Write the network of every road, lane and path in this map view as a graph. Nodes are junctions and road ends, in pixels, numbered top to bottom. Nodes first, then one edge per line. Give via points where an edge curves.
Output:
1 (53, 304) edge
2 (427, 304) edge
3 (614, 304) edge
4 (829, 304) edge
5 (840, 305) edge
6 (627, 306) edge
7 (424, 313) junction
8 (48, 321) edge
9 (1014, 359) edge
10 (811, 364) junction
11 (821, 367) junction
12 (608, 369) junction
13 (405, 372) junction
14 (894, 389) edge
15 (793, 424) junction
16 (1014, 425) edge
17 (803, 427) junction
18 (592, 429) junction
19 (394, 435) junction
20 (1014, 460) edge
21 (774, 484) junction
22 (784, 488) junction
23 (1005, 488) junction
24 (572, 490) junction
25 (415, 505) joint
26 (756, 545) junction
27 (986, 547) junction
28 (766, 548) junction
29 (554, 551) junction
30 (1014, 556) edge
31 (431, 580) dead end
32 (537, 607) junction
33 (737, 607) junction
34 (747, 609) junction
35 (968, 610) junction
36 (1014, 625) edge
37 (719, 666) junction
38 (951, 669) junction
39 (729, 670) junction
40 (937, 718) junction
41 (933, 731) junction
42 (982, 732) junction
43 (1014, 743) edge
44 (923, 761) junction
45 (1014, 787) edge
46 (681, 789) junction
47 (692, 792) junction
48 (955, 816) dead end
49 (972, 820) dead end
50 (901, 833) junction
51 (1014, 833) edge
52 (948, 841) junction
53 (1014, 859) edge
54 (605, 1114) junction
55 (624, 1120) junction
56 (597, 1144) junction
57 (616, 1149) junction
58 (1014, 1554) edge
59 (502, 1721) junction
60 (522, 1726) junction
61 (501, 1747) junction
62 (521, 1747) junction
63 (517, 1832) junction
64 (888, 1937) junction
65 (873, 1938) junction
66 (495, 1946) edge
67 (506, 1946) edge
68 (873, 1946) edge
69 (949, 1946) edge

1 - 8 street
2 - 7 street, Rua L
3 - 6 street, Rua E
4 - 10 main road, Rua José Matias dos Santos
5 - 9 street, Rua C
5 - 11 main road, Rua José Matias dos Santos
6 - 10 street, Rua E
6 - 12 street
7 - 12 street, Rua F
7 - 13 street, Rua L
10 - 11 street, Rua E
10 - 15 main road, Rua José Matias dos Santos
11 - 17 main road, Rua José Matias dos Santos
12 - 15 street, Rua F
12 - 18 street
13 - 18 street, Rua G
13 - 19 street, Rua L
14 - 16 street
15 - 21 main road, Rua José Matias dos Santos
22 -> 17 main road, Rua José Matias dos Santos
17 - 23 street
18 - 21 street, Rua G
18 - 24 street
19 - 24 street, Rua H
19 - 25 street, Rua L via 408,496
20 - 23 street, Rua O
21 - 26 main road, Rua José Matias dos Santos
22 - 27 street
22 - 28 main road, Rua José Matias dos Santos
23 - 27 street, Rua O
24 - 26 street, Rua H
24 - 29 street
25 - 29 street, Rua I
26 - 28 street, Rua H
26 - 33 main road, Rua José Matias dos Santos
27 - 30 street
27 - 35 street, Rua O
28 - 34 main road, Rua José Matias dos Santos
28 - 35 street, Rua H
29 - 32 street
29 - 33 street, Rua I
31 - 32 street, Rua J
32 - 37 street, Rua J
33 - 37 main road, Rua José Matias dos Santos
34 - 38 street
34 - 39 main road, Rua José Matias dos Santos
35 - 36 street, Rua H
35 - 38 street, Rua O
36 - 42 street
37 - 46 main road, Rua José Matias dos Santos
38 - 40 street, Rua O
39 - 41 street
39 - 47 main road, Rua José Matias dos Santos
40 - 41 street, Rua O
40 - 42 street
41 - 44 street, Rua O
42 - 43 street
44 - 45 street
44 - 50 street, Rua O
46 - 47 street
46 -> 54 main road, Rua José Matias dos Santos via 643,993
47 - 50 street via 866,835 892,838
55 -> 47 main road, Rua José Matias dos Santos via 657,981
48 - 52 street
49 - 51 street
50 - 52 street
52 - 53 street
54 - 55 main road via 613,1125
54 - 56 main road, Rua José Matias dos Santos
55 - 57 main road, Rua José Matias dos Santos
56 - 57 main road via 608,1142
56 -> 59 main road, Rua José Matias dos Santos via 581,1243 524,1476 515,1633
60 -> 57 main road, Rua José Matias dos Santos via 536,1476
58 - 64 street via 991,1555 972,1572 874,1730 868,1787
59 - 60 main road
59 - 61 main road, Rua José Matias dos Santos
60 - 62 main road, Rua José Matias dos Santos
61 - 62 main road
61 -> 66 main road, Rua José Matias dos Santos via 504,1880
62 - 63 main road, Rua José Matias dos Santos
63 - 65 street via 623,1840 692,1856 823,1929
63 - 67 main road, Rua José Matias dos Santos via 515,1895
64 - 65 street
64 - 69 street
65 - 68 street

ABOUT THIS TASK — Retype every entry, keeping each character as it was.

EXERCISE SOLUTION —
Write the network of every road, lane and path in this map view as a graph. Nodes are junctions and road ends, in pixels, numbered top to bottom. Nodes first, then one edge per line. Give via points where an edge curves.
Output:
1 (53, 304) edge
2 (427, 304) edge
3 (614, 304) edge
4 (829, 304) edge
5 (840, 305) edge
6 (627, 306) edge
7 (424, 313) junction
8 (48, 321) edge
9 (1014, 359) edge
10 (811, 364) junction
11 (821, 367) junction
12 (608, 369) junction
13 (405, 372) junction
14 (894, 389) edge
15 (793, 424) junction
16 (1014, 425) edge
17 (803, 427) junction
18 (592, 429) junction
19 (394, 435) junction
20 (1014, 460) edge
21 (774, 484) junction
22 (784, 488) junction
23 (1005, 488) junction
24 (572, 490) junction
25 (415, 505) joint
26 (756, 545) junction
27 (986, 547) junction
28 (766, 548) junction
29 (554, 551) junction
30 (1014, 556) edge
31 (431, 580) dead end
32 (537, 607) junction
33 (737, 607) junction
34 (747, 609) junction
35 (968, 610) junction
36 (1014, 625) edge
37 (719, 666) junction
38 (951, 669) junction
39 (729, 670) junction
40 (937, 718) junction
41 (933, 731) junction
42 (982, 732) junction
43 (1014, 743) edge
44 (923, 761) junction
45 (1014, 787) edge
46 (681, 789) junction
47 (692, 792) junction
48 (955, 816) dead end
49 (972, 820) dead end
50 (901, 833) junction
51 (1014, 833) edge
52 (948, 841) junction
53 (1014, 859) edge
54 (605, 1114) junction
55 (624, 1120) junction
56 (597, 1144) junction
57 (616, 1149) junction
58 (1014, 1554) edge
59 (502, 1721) junction
60 (522, 1726) junction
61 (501, 1747) junction
62 (521, 1747) junction
63 (517, 1832) junction
64 (888, 1937) junction
65 (873, 1938) junction
66 (495, 1946) edge
67 (506, 1946) edge
68 (873, 1946) edge
69 (949, 1946) edge

1 - 8 street
2 - 7 street, Rua L
3 - 6 street, Rua E
4 - 10 main road, Rua José Matias dos Santos
5 - 9 street, Rua C
5 - 11 main road, Rua José Matias dos Santos
6 - 10 street, Rua E
6 - 12 street
7 - 12 street, Rua F
7 - 13 street, Rua L
10 - 11 street, Rua E
10 - 15 main road, Rua José Matias dos Santos
11 - 17 main road, Rua José Matias dos Santos
12 - 15 street, Rua F
12 - 18 street
13 - 18 street, Rua G
13 - 19 street, Rua L
14 - 16 street
15 - 21 main road, Rua José Matias dos Santos
22 -> 17 main road, Rua José Matias dos Santos
17 - 23 street
18 - 21 street, Rua G
18 - 24 street
19 - 24 street, Rua H
19 - 25 street, Rua L via 408,496
20 - 23 street, Rua O
21 - 26 main road, Rua José Matias dos Santos
22 - 27 street
22 - 28 main road, Rua José Matias dos Santos
23 - 27 street, Rua O
24 - 26 street, Rua H
24 - 29 street
25 - 29 street, Rua I
26 - 28 street, Rua H
26 - 33 main road, Rua José Matias dos Santos
27 - 30 street
27 - 35 street, Rua O
28 - 34 main road, Rua José Matias dos Santos
28 - 35 street, Rua H
29 - 32 street
29 - 33 street, Rua I
31 - 32 street, Rua J
32 - 37 street, Rua J
33 - 37 main road, Rua José Matias dos Santos
34 - 38 street
34 - 39 main road, Rua José Matias dos Santos
35 - 36 street, Rua H
35 - 38 street, Rua O
36 - 42 street
37 - 46 main road, Rua José Matias dos Santos
38 - 40 street, Rua O
39 - 41 street
39 - 47 main road, Rua José Matias dos Santos
40 - 41 street, Rua O
40 - 42 street
41 - 44 street, Rua O
42 - 43 street
44 - 45 street
44 - 50 street, Rua O
46 - 47 street
46 -> 54 main road, Rua José Matias dos Santos via 643,993
47 - 50 street via 866,835 892,838
55 -> 47 main road, Rua José Matias dos Santos via 657,981
48 - 52 street
49 - 51 street
50 - 52 street
52 - 53 street
54 - 55 main road via 613,1125
54 - 56 main road, Rua José Matias dos Santos
55 - 57 main road, Rua José Matias dos Santos
56 - 57 main road via 608,1142
56 -> 59 main road, Rua José Matias dos Santos via 581,1243 524,1476 515,1633
60 -> 57 main road, Rua José Matias dos Santos via 536,1476
58 - 64 street via 991,1555 972,1572 874,1730 868,1787
59 - 60 main road
59 - 61 main road, Rua José Matias dos Santos
60 - 62 main road, Rua José Matias dos Santos
61 - 62 main road
61 -> 66 main road, Rua José Matias dos Santos via 504,1880
62 - 63 main road, Rua José Matias dos Santos
63 - 65 street via 623,1840 692,1856 823,1929
63 - 67 main road, Rua José Matias dos Santos via 515,1895
64 - 65 street
64 - 69 street
65 - 68 street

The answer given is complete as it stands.